Thursday, January 29, 2009

All Things Passive, Yet Aggressive

Found this site randomly - http://www.passiveaggressivenotes.com/. It is a growing tribute to passive-aggressive notes... delightful.

Proper blog post to follow soon, I promise.

Friday, January 02, 2009

Ché


Yesterday, I sat through Steven Soderbergh's Ché - the epic re-telling of two episodes from the life of Ernesto "Ché" Guevara. I'm somewhat sorry to say, as a self-professed Fidelista and an avid-follower of all things Cuban, that this film will almost certainly be doomed to obscurity and will likely be panned by the mainstream media... and somewhat understandably so.


For it's general release the film will be divided into two parts. The first part, "The Argentine" follows Guevara's part in the guerrilla war in Cuba. The second part, "Guerrilla", follows his leadership of the ill-fated revolution in Bolivia which eventually lead to his capture and execution. Enthusiastic to see this take on one of the most iconic individuals of the 20th century, I braved the four-hour version comprising of both films on the anniversary on the 50th anniversary of the liberation of Cuba.

Benicio Del Torres is brilliant in the lead roll and the likeness to Guevara is impress but we learn little of the man from this movie save for that he was a man of unquestionable and unwavering ethics and values. He is stoic and noble at all times no matter what is going on and even in the midst of his asthma attacks commands the unquestioning respect of his men. Dealing with his asthma is perhaps the one interesting insight we get to the man and even then he battles to show no weakness - at no point do we see a particularly human side. 

We are also treated to his dealings with his friends in the first movie which makes it a lot more bearable than the second. His dealings with Fidel, Camilo Cienfuego and others at least give him someone to play off but in the second half no other characters emerge that are of any real interest. This really makes the second part a lot more tedious than the first and knowing how it is going to end, the only question you ask yourself is how much worse can things get before he is captured and shot. Even when this does happen, it isn't particularly dramatic or treated very interestingly and it's more with a sense of relief that you leave the cinema.

The film is shot in HD in a documentary style and the few times there is any action the camera goes all shakey and you have no real sense of what's going on (truly groundbreaking stuff there). I've seen this type of style used to great effect particularly in dealing with the depiction of historical events but all it just doesn't work this time. Whereas in other films I've seen this style makes you feel as you are just peering over someones shoulder as this unfolds before you, as if you were really there. It just becomes frustrating watching these guerillas trek through the jungle followed by some idiot with a camera only for when some piece of action to happen the cretin with the camera falls over. We have no sense of really being there and are left wondering "why is this half-wit filming this from such a poor angle?"

By the by, if the last few paragraphs contained any spoilers for you, then this movie really isn't for you. This leads us to one of it's major flaws - that at once it requires a significant amount of prior knowledge of the life of Ché Guevara but at the same time if you do possess that knowledge it gives you nothing new.
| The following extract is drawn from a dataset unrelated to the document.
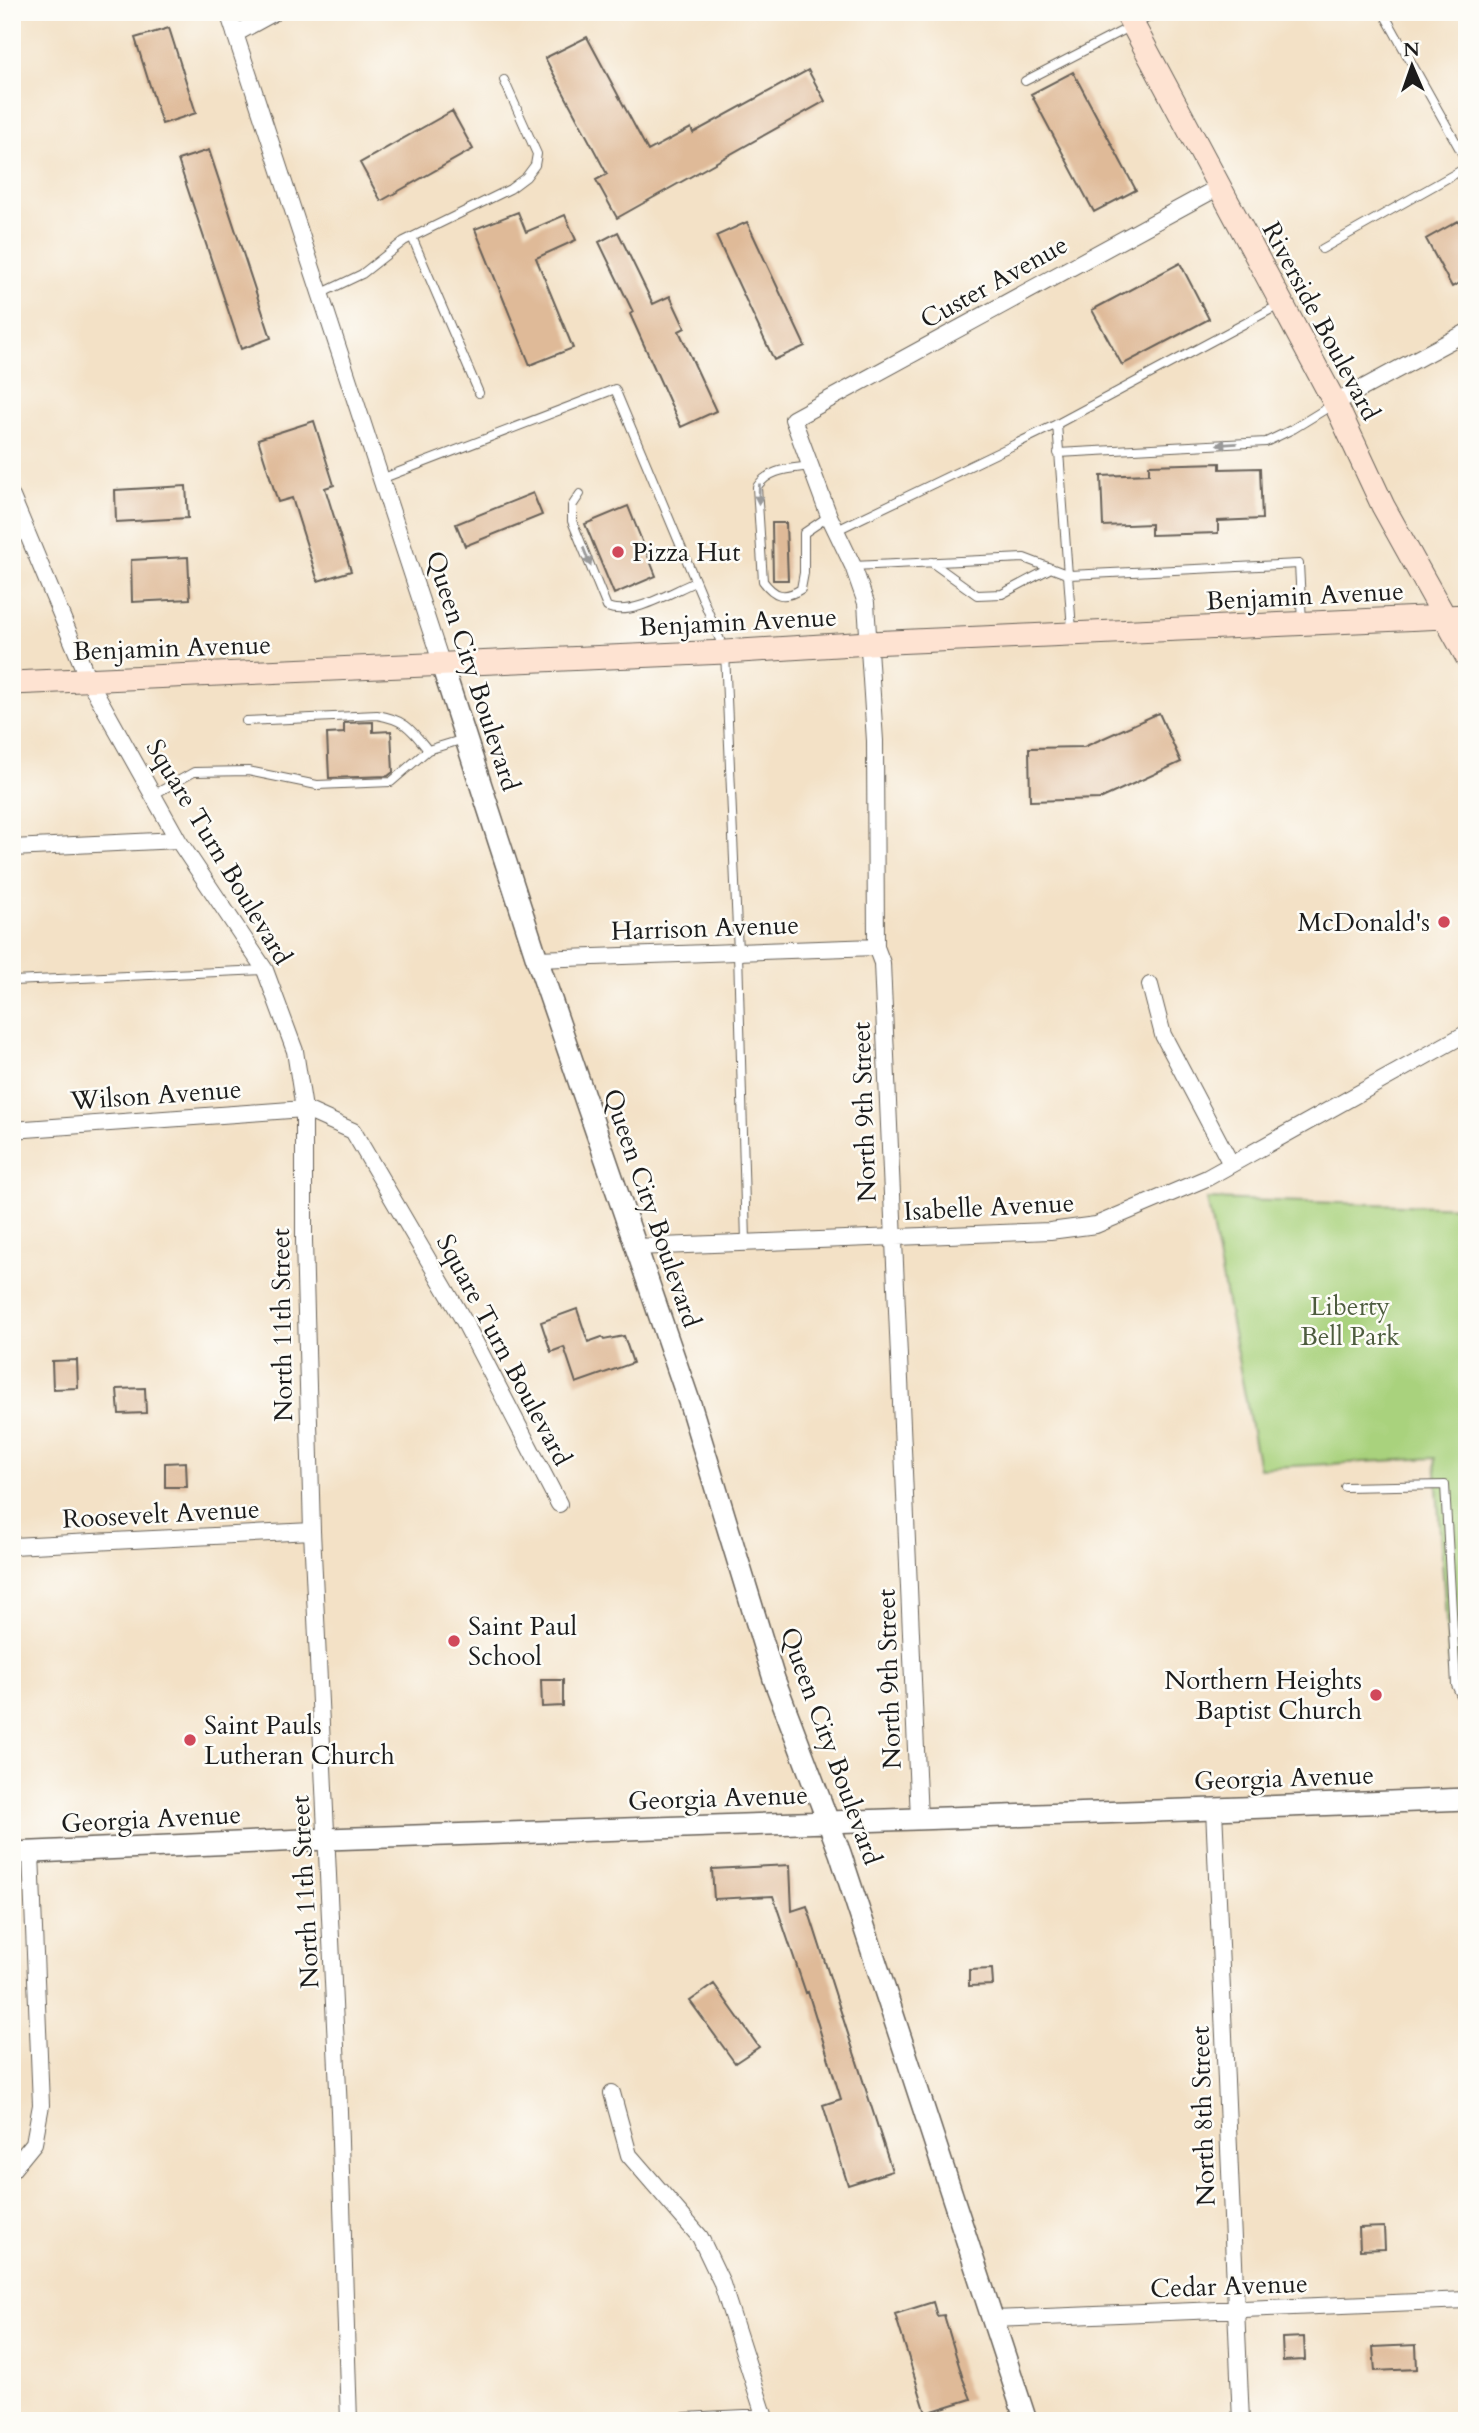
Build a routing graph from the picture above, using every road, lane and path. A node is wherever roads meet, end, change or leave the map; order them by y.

While many bio-pics are criticised for historical inaccuracies or the director taking licence with the facts or supposing too much about the historical fugures he is depicting - I'm imagining making Michael Collins being an action hero, for example - this is the very opposite end of the scale. The movie style is hyper-realist it seems as if nothing was put in the movie without it having been described in Guevara's own journal or some other document, the is no interpretation of the facts or for that matter any real emotional content, we are just shown what happens. 

Considering all the fascinating and thought provoking aspects of the Cuban revolution and of all the astounding events through which the life of Ernesto Guevara took him, Soderbergh has chosen to make a film about the mundane and difficult life of a guerilla rather than trying to say anything about his life. Guevera literally wrote the book on guerilla warfare and there is probably more insight to be gained from that publication than this film. If this is an examination of those principles expressed in that book there is nothing to really to imply that at all during the movie and that would only be an effort to hang something on what is a failed piece of film making. Anyway, we see those principles as a glorious success in part one and an abject failure in part two.

If you are to see one of these films see the first one. This is a more interesting chapter of the man's life and with more interesting characters surrounding him and there is some degree of film-making deployed in inter-lacing this trying time with Guevera's address to the UN. The second film, is a mirror-image of the events of the film going completely wrong and seems to barely look away for a second from the downward slog towards his umtimely death. 

So for those who have read histories of Guevara's life we are given an accurate but somewhat cold version of something we have already read and for those who have only a passing interest in the man, they might as well be getting one of the t-shirts with that print on it for all the insight we get into his persona.